9.夜を想う(1)

 浅い眠りから、諦めるようにして目覚める。

 息をとめて眠っていたのかと疑うほど胸が苦しい。眠る前から続く悔しさがいまもまだからだ中を蝕んでいる。クロウは荒い呼吸を繰り返して両手で顔を覆った。

 帝演に誘われたのは初夏だった。何度かの交渉を経て契約にいたり、灰猫歌劇場での最終公演を盛大に行ってから晩秋には一区へ移ってきた。いまはスネイクとウィルの三人で暮らしている。

 ヘヴンでの大所帯しか知らないクロウにとって、少人数での暮らしは拍子抜けするほど静かなものだった。誰かのシャツを勝手に着てもけんかにならないし、風呂の順番で揉めることもない。散らかしたところでたかがしれているし、手の空いてる人が片付ければいいという。スネイクとウィルがクロウよりずっと大人で、どちらも身の回りのことをそつなくこなすこともあるだろう。はじめこそ緊張したものの、ほんの半月ほどですっかり馴染んでしまった。もはやむかしの生活には戻れそうにない。それでもときおり女たちとの賑やかな日々が懐かしく思い出されることもあった。クロウは彼女たちの息子であり、弟であり、恋人だった。

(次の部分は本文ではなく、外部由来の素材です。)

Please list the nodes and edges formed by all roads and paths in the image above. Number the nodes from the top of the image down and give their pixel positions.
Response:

 暗いなかを手さぐりで起き出してキッチンで湯を沸かす。沸騰するまでのあいだ、対のソファで眠るスネイクとウィルの寝顔を眺めた。穏やかな寝息を繰り返すウィルと違ってスネイクは死んだように静かに眠る。毛布をしっかり被っているのに寒そうに背中を丸めていた。起きているときと比べて表情に乏しく、整った顔立ちもあいまって作り物めいていた。

 テーブルに残っていた飲みさしの酒を紅茶に垂らし、山積みの台本と楽譜を抱えて部屋へ戻る。灯した明かりを窓辺に置いて椅子にかけた。膝のうえにのせた台本を無造作にひらくと、それはかつてただ一度リリィと観劇にいった物語だった。目を閉じればいまでもあの日のリリィと夜と青を思い浮かべることができる。昨日のことのように鮮明に。

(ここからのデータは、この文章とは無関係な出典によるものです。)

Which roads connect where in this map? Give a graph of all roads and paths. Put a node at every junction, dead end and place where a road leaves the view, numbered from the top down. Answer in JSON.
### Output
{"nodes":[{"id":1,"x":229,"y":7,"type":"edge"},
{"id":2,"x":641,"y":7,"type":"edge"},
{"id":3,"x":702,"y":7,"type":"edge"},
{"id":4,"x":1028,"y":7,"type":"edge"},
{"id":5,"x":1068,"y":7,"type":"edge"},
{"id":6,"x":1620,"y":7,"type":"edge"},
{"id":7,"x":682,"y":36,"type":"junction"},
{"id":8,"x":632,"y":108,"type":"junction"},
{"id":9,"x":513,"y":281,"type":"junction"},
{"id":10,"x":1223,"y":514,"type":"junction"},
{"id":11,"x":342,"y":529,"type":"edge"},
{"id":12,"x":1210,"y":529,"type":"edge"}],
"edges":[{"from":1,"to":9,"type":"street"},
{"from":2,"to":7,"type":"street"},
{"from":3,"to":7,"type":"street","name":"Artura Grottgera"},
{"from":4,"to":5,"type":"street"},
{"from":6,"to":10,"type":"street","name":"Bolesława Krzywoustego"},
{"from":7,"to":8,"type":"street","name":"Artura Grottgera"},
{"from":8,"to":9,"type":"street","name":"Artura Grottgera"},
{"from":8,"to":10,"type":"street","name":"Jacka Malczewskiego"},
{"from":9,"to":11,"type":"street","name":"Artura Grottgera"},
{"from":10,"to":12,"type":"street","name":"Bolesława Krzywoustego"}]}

 クロウは芝居の途中で寝てしまったことを思い出し、舞踏会よりあとの場面を読み進めた。

 ある女性と結婚した男は子どもに恵まれ、新たに手がけた事業も成功していた。しかし物事が順調であればあるほど男は不安を募らせ、やがてかつての夢を繰り返し見るようになった。夢をおそれるあまり眠ることができなくなり、酒に溺れ、食べることや笑うこともわからなくなる。あれは事故だったと何度いい聞かせても、いのちと幸福の手ざわりを知ってしまった男は罪悪感の虜囚となった。追い詰められるうち正気を失った彼は錯乱して妻と子を絞め殺し、仕事も財産もなにもかもを捨てて路傍へ帰る。そしてある雨の夜、殺した男の息子に襲われ命を落とすのだった。

 悲劇的な終幕にクロウは目を閉ざした。

 いのちまでも失うことになる物語の主人公と夢破れて十七区へ戻ってきたスネイクが重なって見えて、クロウはたまらない気持ちになる。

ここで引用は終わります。